BEGIN LISTED ENTRIES

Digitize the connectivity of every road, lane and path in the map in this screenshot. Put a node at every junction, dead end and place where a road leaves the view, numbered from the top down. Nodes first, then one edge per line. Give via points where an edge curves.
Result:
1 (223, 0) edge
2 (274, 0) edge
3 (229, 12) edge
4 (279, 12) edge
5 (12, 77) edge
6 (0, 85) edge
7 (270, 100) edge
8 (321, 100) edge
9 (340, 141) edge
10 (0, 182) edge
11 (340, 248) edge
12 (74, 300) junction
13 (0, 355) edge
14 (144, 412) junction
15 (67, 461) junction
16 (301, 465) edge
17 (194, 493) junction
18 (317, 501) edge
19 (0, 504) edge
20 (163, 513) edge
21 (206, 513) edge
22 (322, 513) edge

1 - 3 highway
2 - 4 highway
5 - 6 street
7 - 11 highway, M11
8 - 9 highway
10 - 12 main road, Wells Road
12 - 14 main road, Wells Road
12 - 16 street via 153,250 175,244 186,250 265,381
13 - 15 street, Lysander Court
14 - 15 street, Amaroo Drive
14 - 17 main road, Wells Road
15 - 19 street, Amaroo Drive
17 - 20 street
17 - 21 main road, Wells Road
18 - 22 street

END LISTED ENTRIES

**ABOUT THIS EXERCISE:**
With nothing left out, copy every record exactly.

**REPLY TO THE EXERCISE:**
Digitize the connectivity of every road, lane and path in the map in this screenshot. Put a node at every junction, dead end and place where a road leaves the view, numbered from the top down. Nodes first, then one edge per line. Give via points where an edge curves.
Result:
1 (223, 0) edge
2 (274, 0) edge
3 (229, 12) edge
4 (279, 12) edge
5 (12, 77) edge
6 (0, 85) edge
7 (270, 100) edge
8 (321, 100) edge
9 (340, 141) edge
10 (0, 182) edge
11 (340, 248) edge
12 (74, 300) junction
13 (0, 355) edge
14 (144, 412) junction
15 (67, 461) junction
16 (301, 465) edge
17 (194, 493) junction
18 (317, 501) edge
19 (0, 504) edge
20 (163, 513) edge
21 (206, 513) edge
22 (322, 513) edge

1 - 3 highway
2 - 4 highway
5 - 6 street
7 - 11 highway, M11
8 - 9 highway
10 - 12 main road, Wells Road
12 - 14 main road, Wells Road
12 - 16 street via 153,250 175,244 186,250 265,381
13 - 15 street, Lysander Court
14 - 15 street, Amaroo Drive
14 - 17 main road, Wells Road
15 - 19 street, Amaroo Drive
17 - 20 street
17 - 21 main road, Wells Road
18 - 22 street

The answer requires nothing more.